In a document published by the Council Secretariat, emphasis was placed on the importance of using fiscal measures as a strategic tool to revive economic dynamism, and to enhance competitiveness and resilience in Europe.
The decision highlighted that, in order for Europe to maintain a strong position in global supply chains, it is necessary to establish an investable clean technology ecosystem. The Council noted that member states could benefit from tax incentives to support energy transition and industrial decarbonization.
The EU Council welcomed the European Commission’s tax incentive recommendations published under the “Clean Industrial Deal” and the new State Aid Framework (CISAF). This framework will guide member states in shaping their tax policies to encourage investments in clean energy, industrial decarbonization, and clean technology.
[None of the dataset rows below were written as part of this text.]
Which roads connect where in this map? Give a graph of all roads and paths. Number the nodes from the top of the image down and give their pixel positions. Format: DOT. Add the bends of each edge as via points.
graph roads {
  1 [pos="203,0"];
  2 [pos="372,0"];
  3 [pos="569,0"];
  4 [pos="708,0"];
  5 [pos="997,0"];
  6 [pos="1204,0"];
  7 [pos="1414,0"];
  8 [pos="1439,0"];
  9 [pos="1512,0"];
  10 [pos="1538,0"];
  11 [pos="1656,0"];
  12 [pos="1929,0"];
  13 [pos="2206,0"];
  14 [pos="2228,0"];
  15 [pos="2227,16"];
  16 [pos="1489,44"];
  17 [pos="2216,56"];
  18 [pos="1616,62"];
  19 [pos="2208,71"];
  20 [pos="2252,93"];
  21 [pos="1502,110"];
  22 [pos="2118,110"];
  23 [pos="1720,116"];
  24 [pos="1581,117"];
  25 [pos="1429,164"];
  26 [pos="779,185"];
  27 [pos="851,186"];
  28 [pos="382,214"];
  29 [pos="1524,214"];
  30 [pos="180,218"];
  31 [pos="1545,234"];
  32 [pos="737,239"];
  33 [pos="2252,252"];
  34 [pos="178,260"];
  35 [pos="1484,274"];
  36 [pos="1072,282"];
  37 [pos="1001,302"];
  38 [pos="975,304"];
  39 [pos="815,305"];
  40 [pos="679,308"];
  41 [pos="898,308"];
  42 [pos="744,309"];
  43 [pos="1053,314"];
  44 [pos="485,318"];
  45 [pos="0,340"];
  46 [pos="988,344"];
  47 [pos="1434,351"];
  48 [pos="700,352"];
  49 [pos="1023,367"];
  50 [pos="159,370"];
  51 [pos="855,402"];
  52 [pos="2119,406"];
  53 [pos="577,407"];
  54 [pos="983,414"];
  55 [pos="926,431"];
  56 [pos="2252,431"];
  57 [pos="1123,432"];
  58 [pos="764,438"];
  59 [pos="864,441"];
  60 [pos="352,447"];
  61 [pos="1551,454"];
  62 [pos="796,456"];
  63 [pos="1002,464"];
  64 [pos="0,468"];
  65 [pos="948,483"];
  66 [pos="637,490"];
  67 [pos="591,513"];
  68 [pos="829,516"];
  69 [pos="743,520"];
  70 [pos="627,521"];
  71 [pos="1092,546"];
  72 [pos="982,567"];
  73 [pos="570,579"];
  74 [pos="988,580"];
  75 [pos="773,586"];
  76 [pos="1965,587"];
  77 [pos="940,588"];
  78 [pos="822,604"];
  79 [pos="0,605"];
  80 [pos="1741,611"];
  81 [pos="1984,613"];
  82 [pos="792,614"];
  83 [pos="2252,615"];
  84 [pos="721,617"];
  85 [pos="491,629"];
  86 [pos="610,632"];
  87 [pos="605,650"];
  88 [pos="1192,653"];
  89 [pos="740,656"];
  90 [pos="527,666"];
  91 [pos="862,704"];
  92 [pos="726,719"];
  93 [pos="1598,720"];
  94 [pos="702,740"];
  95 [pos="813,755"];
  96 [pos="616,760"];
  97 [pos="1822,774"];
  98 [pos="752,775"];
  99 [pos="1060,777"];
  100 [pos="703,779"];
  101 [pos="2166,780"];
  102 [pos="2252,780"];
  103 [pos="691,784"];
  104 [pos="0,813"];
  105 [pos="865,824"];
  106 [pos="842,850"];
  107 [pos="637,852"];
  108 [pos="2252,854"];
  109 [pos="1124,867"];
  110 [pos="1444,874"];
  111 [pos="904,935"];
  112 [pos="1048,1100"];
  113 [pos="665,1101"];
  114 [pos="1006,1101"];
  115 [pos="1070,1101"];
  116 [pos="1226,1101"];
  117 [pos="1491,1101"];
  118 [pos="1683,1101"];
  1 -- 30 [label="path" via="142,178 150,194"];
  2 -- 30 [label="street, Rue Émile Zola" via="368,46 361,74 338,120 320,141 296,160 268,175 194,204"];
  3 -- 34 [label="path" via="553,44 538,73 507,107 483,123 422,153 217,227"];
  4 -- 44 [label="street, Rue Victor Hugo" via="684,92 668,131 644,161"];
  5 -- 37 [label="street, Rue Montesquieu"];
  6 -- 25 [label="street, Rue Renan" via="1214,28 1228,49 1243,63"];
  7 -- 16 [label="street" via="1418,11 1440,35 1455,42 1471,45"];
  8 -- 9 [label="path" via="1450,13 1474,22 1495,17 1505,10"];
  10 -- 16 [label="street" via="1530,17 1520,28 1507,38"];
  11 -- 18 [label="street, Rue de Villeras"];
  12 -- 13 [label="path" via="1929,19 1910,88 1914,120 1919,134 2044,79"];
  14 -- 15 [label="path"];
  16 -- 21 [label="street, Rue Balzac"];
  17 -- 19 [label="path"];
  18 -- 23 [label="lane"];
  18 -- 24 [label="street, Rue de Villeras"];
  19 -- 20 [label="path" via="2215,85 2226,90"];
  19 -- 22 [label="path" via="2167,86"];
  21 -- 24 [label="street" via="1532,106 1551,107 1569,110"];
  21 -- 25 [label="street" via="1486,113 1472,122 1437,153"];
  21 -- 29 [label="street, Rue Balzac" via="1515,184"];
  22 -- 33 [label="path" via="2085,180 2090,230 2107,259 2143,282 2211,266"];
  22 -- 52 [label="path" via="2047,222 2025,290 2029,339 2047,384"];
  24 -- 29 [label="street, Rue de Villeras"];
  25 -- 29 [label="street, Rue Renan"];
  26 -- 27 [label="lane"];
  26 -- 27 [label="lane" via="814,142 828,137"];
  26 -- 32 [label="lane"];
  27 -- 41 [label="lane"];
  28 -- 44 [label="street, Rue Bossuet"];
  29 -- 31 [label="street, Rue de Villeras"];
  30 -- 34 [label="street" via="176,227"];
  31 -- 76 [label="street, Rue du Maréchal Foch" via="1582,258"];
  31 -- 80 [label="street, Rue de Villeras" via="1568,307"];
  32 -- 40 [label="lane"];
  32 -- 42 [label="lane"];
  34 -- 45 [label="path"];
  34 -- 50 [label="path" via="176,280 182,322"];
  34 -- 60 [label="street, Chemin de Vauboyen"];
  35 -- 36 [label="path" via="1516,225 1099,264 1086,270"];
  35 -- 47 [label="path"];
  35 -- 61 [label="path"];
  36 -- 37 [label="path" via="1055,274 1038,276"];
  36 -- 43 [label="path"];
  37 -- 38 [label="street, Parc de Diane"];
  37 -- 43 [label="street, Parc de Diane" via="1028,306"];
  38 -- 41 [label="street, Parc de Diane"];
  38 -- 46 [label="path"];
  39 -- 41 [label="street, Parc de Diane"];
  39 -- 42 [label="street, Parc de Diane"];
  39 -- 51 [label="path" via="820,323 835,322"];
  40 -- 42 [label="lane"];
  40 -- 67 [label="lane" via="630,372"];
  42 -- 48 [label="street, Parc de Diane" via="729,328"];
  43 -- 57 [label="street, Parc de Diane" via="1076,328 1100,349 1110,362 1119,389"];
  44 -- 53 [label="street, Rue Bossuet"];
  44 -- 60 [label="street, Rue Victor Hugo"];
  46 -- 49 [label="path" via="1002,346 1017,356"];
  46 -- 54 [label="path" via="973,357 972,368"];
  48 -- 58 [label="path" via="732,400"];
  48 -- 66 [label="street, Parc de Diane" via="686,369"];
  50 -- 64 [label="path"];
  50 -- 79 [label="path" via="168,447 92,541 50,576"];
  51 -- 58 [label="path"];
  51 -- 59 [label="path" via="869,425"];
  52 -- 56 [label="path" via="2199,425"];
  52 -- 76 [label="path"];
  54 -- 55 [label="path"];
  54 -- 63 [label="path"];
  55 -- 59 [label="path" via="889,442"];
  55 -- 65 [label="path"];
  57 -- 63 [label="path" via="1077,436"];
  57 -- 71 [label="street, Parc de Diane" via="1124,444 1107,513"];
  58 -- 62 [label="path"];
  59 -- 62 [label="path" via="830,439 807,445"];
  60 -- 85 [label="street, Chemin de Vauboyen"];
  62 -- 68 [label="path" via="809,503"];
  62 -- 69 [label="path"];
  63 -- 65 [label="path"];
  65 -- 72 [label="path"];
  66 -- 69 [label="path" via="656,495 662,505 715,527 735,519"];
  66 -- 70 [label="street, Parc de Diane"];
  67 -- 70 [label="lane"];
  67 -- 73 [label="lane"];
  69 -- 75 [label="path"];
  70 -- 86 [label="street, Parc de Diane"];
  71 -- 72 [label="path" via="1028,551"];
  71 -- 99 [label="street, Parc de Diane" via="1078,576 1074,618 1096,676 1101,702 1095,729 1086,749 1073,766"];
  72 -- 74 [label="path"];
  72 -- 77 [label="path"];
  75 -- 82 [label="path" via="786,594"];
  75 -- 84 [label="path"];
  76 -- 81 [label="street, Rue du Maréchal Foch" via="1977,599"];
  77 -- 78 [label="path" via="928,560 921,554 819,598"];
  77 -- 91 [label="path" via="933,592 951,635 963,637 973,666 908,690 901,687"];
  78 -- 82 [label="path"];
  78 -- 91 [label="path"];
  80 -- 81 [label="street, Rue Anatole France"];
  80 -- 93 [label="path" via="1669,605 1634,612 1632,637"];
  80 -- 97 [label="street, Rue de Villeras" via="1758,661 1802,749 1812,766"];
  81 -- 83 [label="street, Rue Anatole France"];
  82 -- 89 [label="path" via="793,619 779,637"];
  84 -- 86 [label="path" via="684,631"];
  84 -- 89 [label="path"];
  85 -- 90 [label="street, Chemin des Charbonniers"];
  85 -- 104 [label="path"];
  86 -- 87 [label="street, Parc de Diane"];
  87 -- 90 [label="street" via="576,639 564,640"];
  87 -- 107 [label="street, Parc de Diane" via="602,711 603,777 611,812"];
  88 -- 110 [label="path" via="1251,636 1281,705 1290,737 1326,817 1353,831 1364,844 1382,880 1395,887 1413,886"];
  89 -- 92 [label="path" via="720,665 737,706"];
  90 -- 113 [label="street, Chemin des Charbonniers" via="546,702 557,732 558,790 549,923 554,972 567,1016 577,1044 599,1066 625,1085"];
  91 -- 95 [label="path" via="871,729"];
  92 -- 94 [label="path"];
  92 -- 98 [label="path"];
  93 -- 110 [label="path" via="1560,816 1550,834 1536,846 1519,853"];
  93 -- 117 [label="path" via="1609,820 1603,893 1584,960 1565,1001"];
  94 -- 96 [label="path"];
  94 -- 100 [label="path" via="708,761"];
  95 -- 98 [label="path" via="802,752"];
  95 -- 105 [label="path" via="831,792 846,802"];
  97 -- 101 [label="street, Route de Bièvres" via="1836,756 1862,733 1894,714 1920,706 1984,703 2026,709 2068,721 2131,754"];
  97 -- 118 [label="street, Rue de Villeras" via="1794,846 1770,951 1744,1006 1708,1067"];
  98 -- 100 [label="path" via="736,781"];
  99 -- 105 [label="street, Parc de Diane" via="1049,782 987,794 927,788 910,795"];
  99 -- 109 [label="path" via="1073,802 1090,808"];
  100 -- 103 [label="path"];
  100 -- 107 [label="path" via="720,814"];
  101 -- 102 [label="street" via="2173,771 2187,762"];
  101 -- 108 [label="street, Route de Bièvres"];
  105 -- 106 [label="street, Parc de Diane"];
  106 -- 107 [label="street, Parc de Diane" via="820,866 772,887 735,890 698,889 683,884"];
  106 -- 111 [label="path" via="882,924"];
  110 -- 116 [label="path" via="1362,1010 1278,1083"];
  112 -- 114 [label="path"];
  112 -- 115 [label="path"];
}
The document also reminded that taxation powers remain solely with the member states and that there are no binding rules at the EU level. Therefore, member countries have the flexibility to develop approaches tailored to their own economic conditions, resources, and budget priorities.
While noting that some member states already implement similar tax incentives, the Council stated that expenditure-based tax incentives may be more cost-effective in attracting investment compared to revenue-based incentives. At the same time, it emphasized the importance of designing incentives in a simple, transparent, and legally secure manner.
The Council also requested the European Commission to inform member states about international developments in tax incentives and to establish evaluation mechanisms to measure the effectiveness of the policies applied.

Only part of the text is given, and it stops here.